USA wollen schweres Gerät für 5000 Soldaten bringen
Zudem greife der Westen auf eine Wortwahl wie im Kalten Krieg zurück. «Das alles zwingt Russland zu Massnahmen, um seine eigenen Interessen und seine Sicherheit zu schützen.» Ängste vor einem Wettrüsten wie im Kalten Krieg spielte der Kreml zugleich herunter. Russland reagiere auf mögliche Bedrohungen, nicht mehr, sagte Putins Berater Juri Uschakow. «Wir sind gegen ein Wettrüsten, denn dies würde unsere eigene Wirtschaft schwächen», betonte er. Der russische Präsident Wladimir Putin hat eine Aufstockung seines Atomraketen-Arsenals angekündigt.
Demgegenüber erwägen die USA, Militärgerät bis hin zu Kampfpanzern für etwa 5000 Soldaten in den Osten des Bündnisgebietes zu verlegen. Das Material soll der «New York Times» zufolge in den drei baltischen Staaten Estland, Lettland und Litauen sowie in Polen, Rumänien, Bulgarien und möglicherweise Ungarn gelagert werden. Es wäre das erste Mal seit Ende des Kalten Krieges, dass Washington schweres Militärgerät in den jüngeren NATO-Mitgliedstaaten stationieren würde, die einst Teil des sowjetischen Einflussbereichs waren.
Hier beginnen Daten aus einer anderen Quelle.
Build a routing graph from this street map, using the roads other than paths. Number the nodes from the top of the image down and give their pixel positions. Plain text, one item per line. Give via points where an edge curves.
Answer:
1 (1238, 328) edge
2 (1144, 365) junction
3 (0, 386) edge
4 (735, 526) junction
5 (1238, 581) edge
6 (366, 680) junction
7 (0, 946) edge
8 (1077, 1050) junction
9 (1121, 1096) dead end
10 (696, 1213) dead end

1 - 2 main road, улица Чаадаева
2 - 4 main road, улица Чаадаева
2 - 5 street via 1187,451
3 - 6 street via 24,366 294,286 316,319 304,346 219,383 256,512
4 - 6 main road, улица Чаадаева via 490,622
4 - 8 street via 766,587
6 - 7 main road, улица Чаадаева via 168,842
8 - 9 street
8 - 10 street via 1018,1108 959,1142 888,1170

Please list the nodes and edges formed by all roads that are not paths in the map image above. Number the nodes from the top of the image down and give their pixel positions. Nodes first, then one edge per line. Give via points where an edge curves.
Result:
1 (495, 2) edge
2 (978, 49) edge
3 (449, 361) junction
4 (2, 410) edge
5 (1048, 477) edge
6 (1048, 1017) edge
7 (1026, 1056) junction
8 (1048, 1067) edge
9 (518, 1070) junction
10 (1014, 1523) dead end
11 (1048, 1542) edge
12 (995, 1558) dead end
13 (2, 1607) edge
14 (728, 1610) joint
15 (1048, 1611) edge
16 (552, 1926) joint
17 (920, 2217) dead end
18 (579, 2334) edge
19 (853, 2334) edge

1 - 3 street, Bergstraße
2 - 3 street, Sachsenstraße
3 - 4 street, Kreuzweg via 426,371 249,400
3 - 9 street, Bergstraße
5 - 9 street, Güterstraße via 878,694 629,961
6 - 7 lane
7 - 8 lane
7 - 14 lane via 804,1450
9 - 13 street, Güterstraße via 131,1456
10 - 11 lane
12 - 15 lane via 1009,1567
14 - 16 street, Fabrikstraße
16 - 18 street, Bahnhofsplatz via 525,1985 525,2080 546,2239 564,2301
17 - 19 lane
«Angemessene defensive Massnahme»
Nächste Woche wollen die NATO-Verteidigungsminister über die US-Pläne beraten. Deutschland signalisiert bereits seine Unterstützung. «Es ist eine angemessene defensive Massnahme», sagte Verteidigungsministerin Ursula von der Leyen am Donnerstag am Rande des NATO-Manövers im polnischen Sagan. Sie verwies darauf, dass Westdeutschland im Kalten Krieg von der militärischen Stärke der USA profitiert hat. Jetzt sei es wichtig, dass die NATO auch für den Schutz der östlichen Mitglieder sorge, die sich seit der Annexion der Krim von Russland bedroht fühlen.